Oak Harbor school district conducts survey on failed bond measure

The district is conducting a survey to garner feedback about the recent failed bond measure.

The Oak Harbor School District is conducting a survey to garner feedback from the community about the recent failed bond measure.

The purpose of the survey is to inform future planning to address aging school buildings and other improvements, according to Sarah Foy, communications officer for the district.

The $121 million February ballot measure received just over 55% of the required 60% supermajority needed to pass. The bond would have rebuilt three school buildings for elementary-age students and updated safety measures throughout the district.

The survey questions focus on evaluating communication strategies from the district and determining community priorities. Foy said the district hopes to receive feedback from all community stakeholders including staff, parents, community members and business partners.

The survey results may inform the approach to the next bond campaign. Foy said survey responses will be shared with the school board as well as members of an upcoming building advisory committee, which will review the data and make recommendations for the future. The school board will determine if and when another bond measure is put forth to voters.

“The longer we wait to address the needs of our aging schools, the more expensive a bond will be for our community,” Foy wrote in an email. “Without a significant investment from our community, the needs and costs of our schools will continue to grow.”

There is a chance that a new bond can be pared significantly.

State Sen. Ron Muzzall (R-Oak Harbor) is trying to secure $27.5 million in state funds for district construction projects. If the bill makes it through both chambers in Olympia, the money could be used to secure an additional $106 million from the federal government to construct two new school buildings. The Department of Defense promised to pay 80% of the cost for the projects if the district came up with the additional 20%, but now two bond measures have failed to receive the supermajority needed to pass.

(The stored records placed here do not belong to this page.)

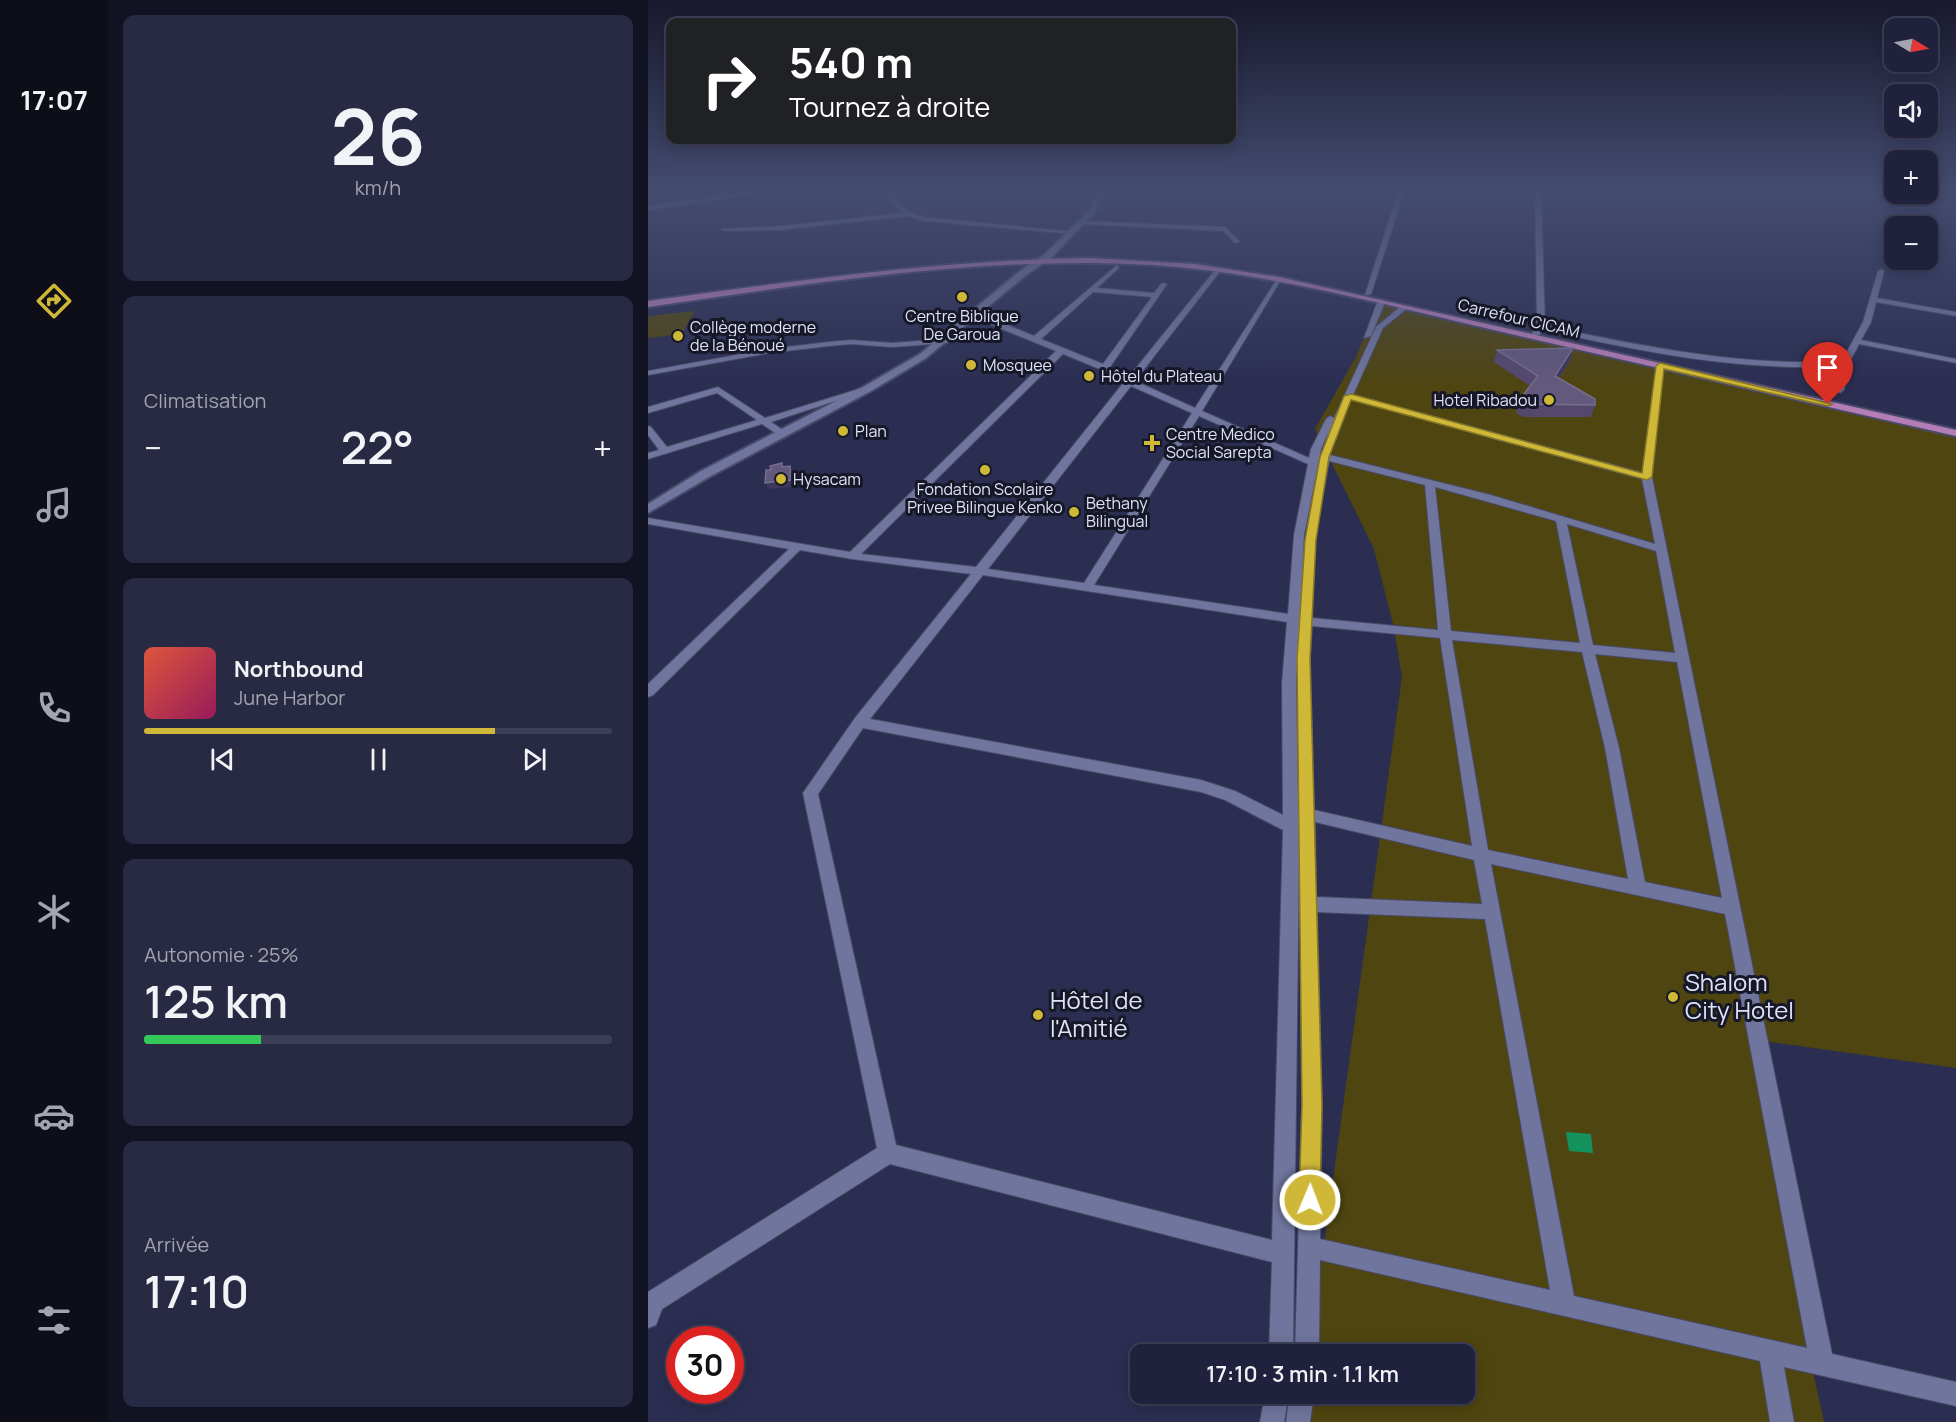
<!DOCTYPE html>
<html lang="fr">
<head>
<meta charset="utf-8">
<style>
  body { margin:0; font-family:Manrope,sans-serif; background:#282a44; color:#f1f3f6; height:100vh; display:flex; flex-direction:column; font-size:22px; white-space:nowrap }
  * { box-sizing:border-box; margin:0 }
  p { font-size:20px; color:#a2a4b0 }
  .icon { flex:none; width:33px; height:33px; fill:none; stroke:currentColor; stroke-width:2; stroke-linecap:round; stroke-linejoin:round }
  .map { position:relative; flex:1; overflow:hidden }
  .details { display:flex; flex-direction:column; gap:15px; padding:15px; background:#121322; width:540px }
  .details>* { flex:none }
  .top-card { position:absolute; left:18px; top:18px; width:570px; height:126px; border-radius:12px; box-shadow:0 3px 15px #0003,0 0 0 2px #3d3f57; background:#202124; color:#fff; overflow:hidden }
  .needle { width:39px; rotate:100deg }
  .controls { position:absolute; left:1236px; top:18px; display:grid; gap:12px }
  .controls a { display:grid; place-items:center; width:54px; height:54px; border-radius:12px; background:#20223d; box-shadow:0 3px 15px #0003,0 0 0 2px #3d3f57; font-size:30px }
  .speed { position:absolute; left:18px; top:1326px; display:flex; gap:12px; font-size:30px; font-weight:700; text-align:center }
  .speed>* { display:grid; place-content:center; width:78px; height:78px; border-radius:50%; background:#20223d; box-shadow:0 3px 15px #0003,0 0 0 2px #3d3f57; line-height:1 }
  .speed .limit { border:9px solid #d22; background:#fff; color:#111 }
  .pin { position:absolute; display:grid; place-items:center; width:51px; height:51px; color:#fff; margin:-62px -26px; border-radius:50% 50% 50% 0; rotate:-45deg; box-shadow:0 0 6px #0007 }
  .pin .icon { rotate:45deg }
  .me { position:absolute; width:66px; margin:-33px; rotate:1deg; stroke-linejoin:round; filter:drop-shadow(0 0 4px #0008) }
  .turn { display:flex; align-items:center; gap:21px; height:126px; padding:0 24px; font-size:27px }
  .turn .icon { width:78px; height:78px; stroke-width:2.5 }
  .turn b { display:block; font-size:42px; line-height:51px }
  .big { font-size:45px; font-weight:600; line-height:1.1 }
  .details .tile { flex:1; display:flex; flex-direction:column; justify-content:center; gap:9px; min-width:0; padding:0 21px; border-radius:12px; background:#282a44 }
  .details .dial { align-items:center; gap:0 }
  .dial b { font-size:78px; line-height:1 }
  .song { display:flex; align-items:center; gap:18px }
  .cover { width:72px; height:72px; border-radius:9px; background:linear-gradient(135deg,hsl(10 70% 55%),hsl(330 70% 35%)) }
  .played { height:6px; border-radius:3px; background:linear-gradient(90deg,#cfb837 75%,#3d3f57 75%) }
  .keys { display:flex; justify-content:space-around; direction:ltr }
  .heat { display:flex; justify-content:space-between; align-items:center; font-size:33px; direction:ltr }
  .charge { height:9px; border-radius:4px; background:linear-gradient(90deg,#34c759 25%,#3d3f57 0) }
  .trip { position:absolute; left:482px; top:1344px; width:345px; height:60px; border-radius:12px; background:#20223d; box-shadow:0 3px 15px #0003,0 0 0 2px #3d3f57; font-weight:600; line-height:60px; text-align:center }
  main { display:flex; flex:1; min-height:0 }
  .tabs { display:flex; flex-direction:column; width:108px; justify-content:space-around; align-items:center; background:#0d0e18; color:#a2a4b0 }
  .tabs .icon { width:42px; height:42px }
  .tabs .on { color:#cfb837 }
  .tabs b { font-size:27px; color:#f1f3f6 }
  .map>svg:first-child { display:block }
</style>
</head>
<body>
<main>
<nav class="tabs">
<b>17:07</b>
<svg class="icon on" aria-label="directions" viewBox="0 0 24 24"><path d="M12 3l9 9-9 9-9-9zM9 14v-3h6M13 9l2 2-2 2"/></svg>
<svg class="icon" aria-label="music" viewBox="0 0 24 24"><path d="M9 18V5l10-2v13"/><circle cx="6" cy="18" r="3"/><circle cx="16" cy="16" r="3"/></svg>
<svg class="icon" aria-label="phone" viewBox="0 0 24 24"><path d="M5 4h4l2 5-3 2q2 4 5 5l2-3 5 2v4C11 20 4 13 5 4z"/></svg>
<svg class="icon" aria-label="climate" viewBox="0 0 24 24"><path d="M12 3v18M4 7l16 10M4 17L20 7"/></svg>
<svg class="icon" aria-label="car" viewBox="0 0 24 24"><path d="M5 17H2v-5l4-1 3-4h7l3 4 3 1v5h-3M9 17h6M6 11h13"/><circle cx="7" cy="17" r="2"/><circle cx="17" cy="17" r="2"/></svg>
<svg class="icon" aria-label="filters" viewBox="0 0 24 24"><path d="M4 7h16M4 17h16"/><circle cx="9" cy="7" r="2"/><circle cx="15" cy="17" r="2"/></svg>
</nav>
<section class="details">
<div class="tile dial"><b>26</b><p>km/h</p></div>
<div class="tile"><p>Climatisation</p>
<div class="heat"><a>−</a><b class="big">22°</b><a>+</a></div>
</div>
<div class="tile">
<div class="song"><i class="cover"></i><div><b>Northbound</b><p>June Harbor</p></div></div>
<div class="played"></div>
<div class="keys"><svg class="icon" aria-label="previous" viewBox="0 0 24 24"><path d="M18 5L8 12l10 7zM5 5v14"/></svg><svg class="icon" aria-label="pause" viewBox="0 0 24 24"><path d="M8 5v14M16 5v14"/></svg><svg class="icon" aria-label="next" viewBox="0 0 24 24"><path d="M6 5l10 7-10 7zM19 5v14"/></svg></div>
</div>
<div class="tile"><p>Autonomie · 25%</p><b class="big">125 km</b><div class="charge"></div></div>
<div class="tile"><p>Arrivée</p><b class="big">17:10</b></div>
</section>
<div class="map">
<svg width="1308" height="1422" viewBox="0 0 1308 1422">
  <rect width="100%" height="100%" fill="#2b2e51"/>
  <g fill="#4f4510">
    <path d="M730,300L1308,431V1068L1109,1040L1160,1349L1176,1422H652L656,1394H816V1354H661L754,677L746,628L726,549L667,429L709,355Z"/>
    <path d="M47,311L34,334L0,338V316Z"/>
  </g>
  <path fill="#14925e" d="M918,1132L943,1134L945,1153L921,1151Z"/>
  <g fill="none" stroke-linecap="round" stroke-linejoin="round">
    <defs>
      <g id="minor">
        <path d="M123,189H138L0,210V206Z"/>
        <path d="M231,189H237L262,213L276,217L427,232L424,234L275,221L260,216L133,230L76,231L73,229L133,226L255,213Z"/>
        <path d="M751,189H757L723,294L717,295Z"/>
        <path d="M887,189H893L897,326C995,346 1093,367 1194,361L1215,322L1230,271L1233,269L1236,271L1229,298L1308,312V316L1228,302L1223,322L1213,340L1308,359V363L1211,344L1201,363L1196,390L1192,393L1188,390L1192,366C1091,372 993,351 895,330L891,335H885L884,333L889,327Z"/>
        <path d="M435,221L577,227L592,242L587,243L575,231L433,224Z"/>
        <path d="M469,265L471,268L449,288L506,293L514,283L519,284L462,367L480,378L568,269L573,270L487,381L547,408L629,279L634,278L554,411L661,458L663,449L678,419L682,416L686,418L728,327L754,305L761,307L735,328L705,395L995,473L1008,366L1015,364L1004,477L1184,1354L1308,1382V1406L1136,1367L1146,1422H1122L1112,1361L672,1260L671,1354H647L654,1105L650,659L652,619L648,683L651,854L645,1354H621L624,1262L242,1164L14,1309L8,1325L0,1328V1292L229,1148L155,793L207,718L323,574L204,559L152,550L5,695L0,697V684L141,549L0,524V518L202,552L408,351L324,317V313H330L386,336ZM445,292L504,297L455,364L393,339ZM415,354L454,370L476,382L328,567L213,554ZM483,386L544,413L436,583L340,569ZM703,399L994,479L1007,544L843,495L682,455ZM551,416L660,464L646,535L640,614L446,585ZM681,430C661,491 656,555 652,619L656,535L673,449ZM681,461L777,485L790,630L664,618L667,540ZM787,487L908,521L932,643L803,631ZM919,524L1008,551L1027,653L945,645ZM335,575L639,622L634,683L635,815L587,791L553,780L222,719ZM664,626L792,638L824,846L666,810L662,659ZM804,640L934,652L957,748L980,879L840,850ZM947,654L1029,662L1074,898L997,882L971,748ZM215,728L553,792L577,800L635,830L624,1240L248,1145L170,794ZM667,822L826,860L834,904L668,897ZM843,864L1077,914L1159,1348L926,1296ZM669,912L837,919L902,1290L672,1239L674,1105Z"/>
        <path d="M730,300L737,302L723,336L716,338Z"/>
        <path d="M296,339L300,341L299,343L244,347L203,344L181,346L121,353L0,375V371L121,349L181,342L203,340L244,343Z"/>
        <path d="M70,387L117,418L214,388L221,390L123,422L138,432V436H132L114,424L0,459V453L11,450L0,435V426L3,427L19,447L109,420L69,393L0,413V407Z"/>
        <path d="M617,1394H641L636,1422H612Z"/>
        <path d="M642,1394H666L662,1422H638Z"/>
      </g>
      <path id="tertiary" d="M451,189H458L454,194L447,212L403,258L378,275L278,358L223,391L61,477L0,513V504L53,471L215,387L272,354L372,271L397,254L442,210Z"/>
      <path id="primary" d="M441,258L547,264L631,277L1308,430V436C1154,401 1000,366 846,330C733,304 621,273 505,265C336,255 167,283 0,307V301C147,281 293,260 441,258Z"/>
    </defs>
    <use href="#minor" stroke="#494a69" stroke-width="2"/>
    <use href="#tertiary" stroke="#494a69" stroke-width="4"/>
    <use href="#primary" stroke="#494a69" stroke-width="4"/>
    <use href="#minor" fill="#70759d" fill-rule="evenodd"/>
    <use href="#tertiary" fill="#70759d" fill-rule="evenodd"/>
    <use href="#primary" fill="#b47db6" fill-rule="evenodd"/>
  </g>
  <path fill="#54496d" d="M925,348L922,360L911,378L947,405L943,417H875L868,413L871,400L882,386L846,362L849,350Z"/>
  <g fill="#3d375b">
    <path d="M925,348L922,360L904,389L907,376Z"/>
    <path d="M142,466L145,472L147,486L121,489L117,483Z"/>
  </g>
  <g fill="#62597c" stroke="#766e8f" stroke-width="1.5">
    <path d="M925,348L907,376L947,399V405L878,404L871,400L890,376L849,350Z"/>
    <path d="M134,463V467L142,466L143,480L117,483L118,470H123L122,466Z"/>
  </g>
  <linearGradient id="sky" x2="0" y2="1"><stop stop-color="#18192d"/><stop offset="0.49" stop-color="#444c70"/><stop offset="1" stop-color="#444c70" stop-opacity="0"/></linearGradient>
  <rect width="1308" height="388" fill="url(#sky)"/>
  <path fill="#cfb837" stroke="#877824" stroke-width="1.5" d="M1012,363L1184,404L1180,406L1016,369L1004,477L999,480L703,400L681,457L668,540L662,659L674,1105L672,1200L669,1207L662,1210L654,1207L651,1200L654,1105L649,659L657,540L672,457L696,396L703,394L994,473L1008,366Z"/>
  <g fill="#cfb837" stroke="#161828" stroke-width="2">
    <circle cx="314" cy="297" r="6"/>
    <circle cx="30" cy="336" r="6"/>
    <circle cx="323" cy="365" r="6"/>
    <circle cx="441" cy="376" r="6"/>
    <circle cx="901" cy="400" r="6"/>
    <circle cx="195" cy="431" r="6"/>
    <path d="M501 434h6v6h6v6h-6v6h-6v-6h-6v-6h6z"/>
    <circle cx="337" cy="470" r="6"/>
    <circle cx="133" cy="479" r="6"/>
    <circle cx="426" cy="512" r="6"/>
    <circle cx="1025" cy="997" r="6"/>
    <circle cx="390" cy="1015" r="6"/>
  </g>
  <g text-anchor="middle" stroke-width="6" stroke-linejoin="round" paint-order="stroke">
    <g font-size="16" fill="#dfe2f9" stroke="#161828" text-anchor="start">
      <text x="314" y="322" text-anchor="middle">Centre Biblique<tspan x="314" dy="18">De Garoua</tspan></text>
      <text x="42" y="333">Collège moderne<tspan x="42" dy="18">de la Bénoué</tspan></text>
      <text x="335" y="371">Mosquee</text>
      <text x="453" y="382">Hôtel du Plateau</text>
      <text x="889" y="406" text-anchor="end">Hotel Ribadou</text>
      <text x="207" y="437">Plan</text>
      <text x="518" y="440">Centre Medico<tspan x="518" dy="18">Social Sarepta</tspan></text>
      <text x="145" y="485">Hysacam</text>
      <text x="337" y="495" text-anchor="middle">Fondation Scolaire<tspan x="337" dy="18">Privee Bilingue Kenko</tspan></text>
      <text x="438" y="509">Bethany<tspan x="438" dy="18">Bilingual</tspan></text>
    </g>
    <g font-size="16" fill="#dfe2f9" stroke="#161828">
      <text transform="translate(871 318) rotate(13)" y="6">Carrefour CICAM</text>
    </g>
    <g font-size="24" fill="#dfe2f9" stroke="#161828" text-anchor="start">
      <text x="1037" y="991">Shalom<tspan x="1037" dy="28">City Hotel</tspan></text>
      <text x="402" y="1009">Hôtel de<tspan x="402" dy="28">l'Amitié</tspan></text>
    </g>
  </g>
</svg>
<div class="controls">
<a><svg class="needle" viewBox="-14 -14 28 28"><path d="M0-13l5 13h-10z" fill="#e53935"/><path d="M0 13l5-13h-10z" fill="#a2a4b0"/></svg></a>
<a><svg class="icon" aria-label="sound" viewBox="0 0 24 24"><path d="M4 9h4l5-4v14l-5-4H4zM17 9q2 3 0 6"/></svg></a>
<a>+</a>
<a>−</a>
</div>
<div class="speed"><div class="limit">30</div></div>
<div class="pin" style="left:1180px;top:404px;background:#d93025"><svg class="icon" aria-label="arrive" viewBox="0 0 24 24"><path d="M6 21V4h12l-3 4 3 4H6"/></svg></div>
<svg class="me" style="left:662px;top:1200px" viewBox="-20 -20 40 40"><circle r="17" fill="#cfb837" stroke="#fff" stroke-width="3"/><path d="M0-11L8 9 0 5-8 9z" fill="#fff"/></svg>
<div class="trip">17:10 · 3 min · 1.1 km</div>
<div class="top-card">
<div class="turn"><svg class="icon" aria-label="right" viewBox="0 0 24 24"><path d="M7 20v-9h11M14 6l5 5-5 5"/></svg><div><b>540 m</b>Tournez à droite</div></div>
</div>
</div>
</main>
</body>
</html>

“Through our strong partnerships with local legislators, in particular Sen. Muzzall who is a long-term supporter and champion for our schools and community, we have worked to now seek state support through the Washington Department of Commerce to capture those matching dollars,” Foy wrote.

She added that aging school facilities is not just a problem in Oak Harbor, but a state and national issue.

“We hope that our legislators will make a bigger investment in our children and schools to fully fund education by supporting the costs to remodel or rebuild schools that are deemed substandard,” Foy wrote. “Until then, we will need to work closely with our community and find creative ways to improve our facilities to ensure all of our students are learning in safe, modern learning environments.”